North Carolina Secretary of State Elaine Marshall sought the support of Scotland County voters for herself as well as fellow Democrats running for the Council of State.
Marshall spoke to Friday’s meeting of the Scotland County Democratic Women, which was attended by some 35 of the group’s members.
She described the office of Secretary of State as a hybrid of the clerk of court and register of deeds, with responsibility for the entire state. The office is also charged with the responsibility of approving every new business formed in North Carolina - just over 200 a day.
“Things are filed with us that are financial records, business records, corporation records,” said Marshall. “We form all the corporations, limited liability companies, and nonprofits in this state.”
Marshall, a native of Maryland, moved to North Carolina after graduating from college, taking a job teaching home economics in Lenoir County. “I’m a product of the public schools and nobody in my family had been to college before,” Marshall said. “In fact, in my community there wasn’t an expectation for young people to get additional education.”
She later graduated from law school at Campbell University and practiced law for several years before representing District 15 in the N.C. Senate. Marshall has held the post of secretary of state since 1997.

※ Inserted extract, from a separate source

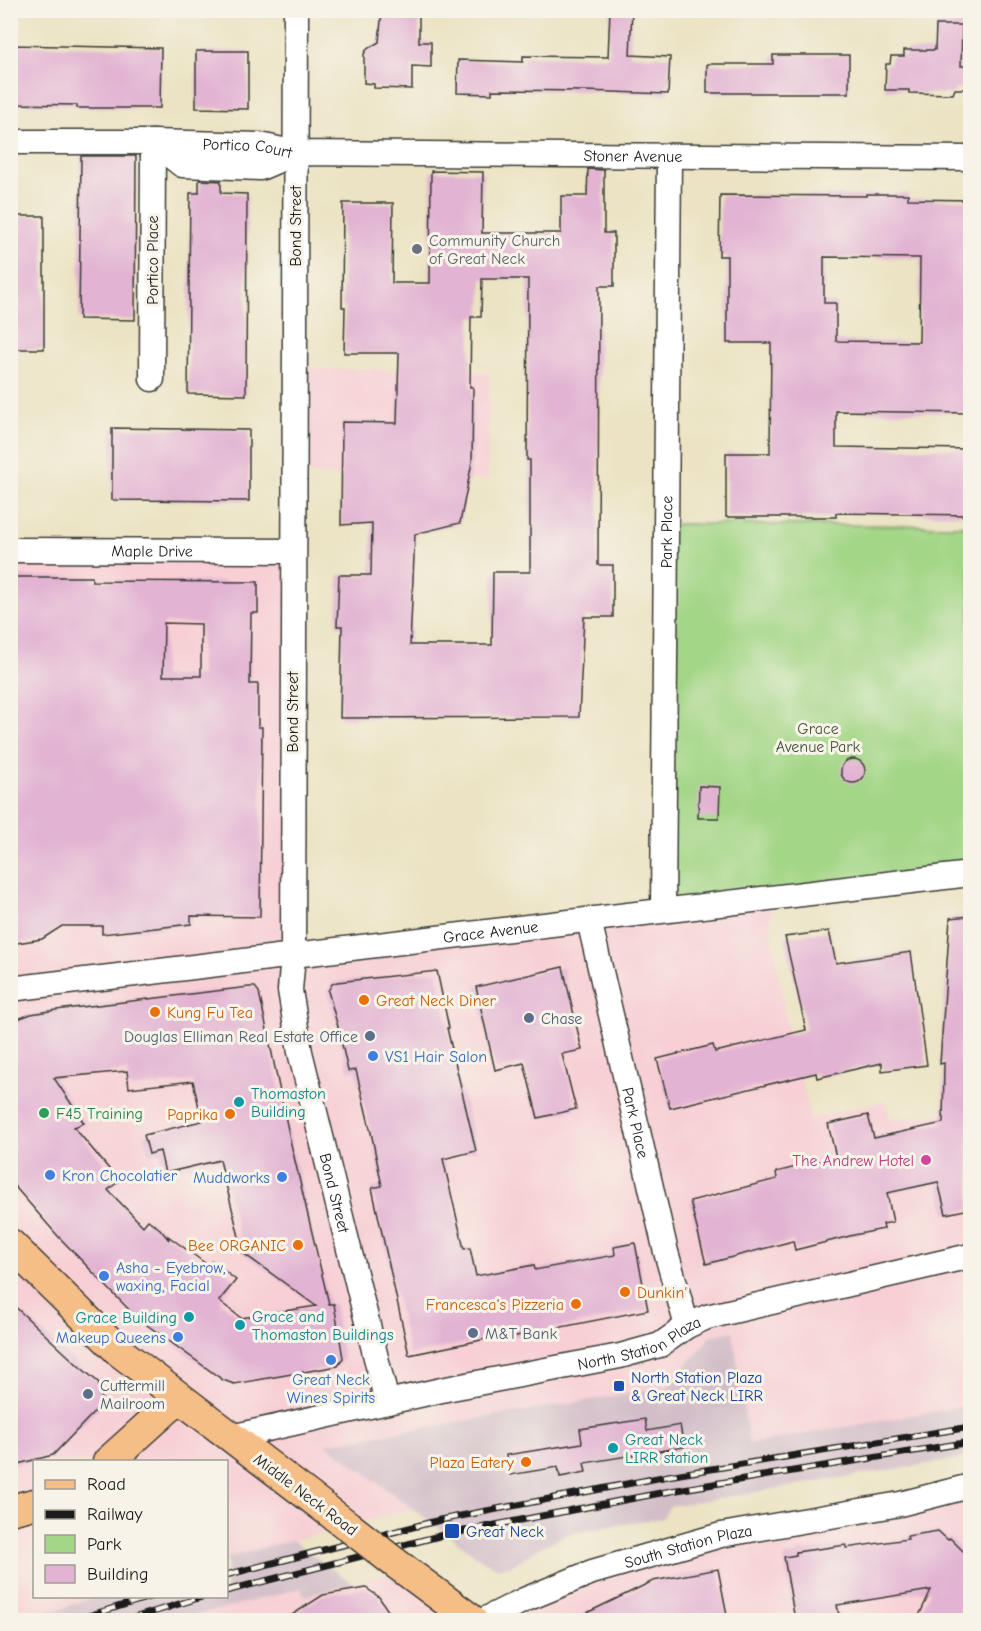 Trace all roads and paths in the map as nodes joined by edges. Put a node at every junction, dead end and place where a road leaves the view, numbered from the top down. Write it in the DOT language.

“When I became Secretary of State, I inherited an office that was in trouble: it was out of date and employee morale was terrible,” she said. “People couldn’t get anything done through the office… Our databases are now the pride of this country. I have received national recognition for efficiency and the red tape that we’ve cut, because when I came in and the situation was what it was, we immediately embraced technology.”
Longtime Laurinburg City Clerk Dee Hammond, who retired last year, interacted with Marshall’s office filing clerk’s reports and annexation reports.
“I know that you have addressed the clerks’ association at the League of Municipalities for a number of years, and I know that the city clerks, town clerks, and village clerks appreciate all you do for them,” Hammond said. “She does a lot more than the things she talked about today.”
The Secretary of State’s responsibilities also include documenting most commercial loans made in North Carolina as well as preventing purveyance of counterfeit, illegal, and unsafe goods in the state.
Marshall said that although she is a Democrat, she operates her office in a nonpartisan fashion, as people of all interests interact with her office both politically and as private individuals.
“The office that I run is elected on a partisan basis, but I operate it on a nonpartisan basis because when somebody’s coming up, I never know if they are a hobby crafter who wants to be a corporation just because they think it’s the great thing to do and they’re going to have things at a few community street festivals - that’s fine if the want to be a corporation or an LLC,” she said. “But that person handing those papers across the desk may have the best new idea to transform my life or your life. They may be working on research and medicine, they may end up being patent holder on something that’s really going to be a groundbreaking achievement.”
Marshall runs against Republican Ed Goodwin for the secretary of state’s post.
She spoke highly of her fellow Democrats running in the Council of State races for lieutenant governor, attorney general, auditor, commissioner of insurance, commissioner of agriculture, commissioner of labor, treasurer, and superintendent of public instruction. All of those posts, excepting commissioners of agriculture and labor, are presently held by Democrats.
“This state has the strongest group of state-level administrators who are elected of any state that I can imagine, and we are all faced by Tea Party challengers,” Marshall said.
Having lost her Senate seat in an extraordinarily close race in 1994, Marshall impressed the importance of each individual vote.
“On election night it looked like I had lost by 10 votes,” she said. “On recount it went down to eight votes. When it was finished, it was a dead heat. If anybody tells you that one vote doesn’t count, I’m here to tell you - that’s bologna.”
Commissioner Carol McCall agreed, and encouraged Democrats not to be discouraged by Mitt Romney’s apparent lead in public opinion polls. At close of polls on Thursday, 4,190 ballots had been cast in Scotland County.
“Yesterday there was somebody on TV saying ‘if the election were held today,’ but the election is being held today because people are voting every day,” said McCall. “North Carolina is still a battleground state, and don’t let anybody on TV or the radio tell you any differently.”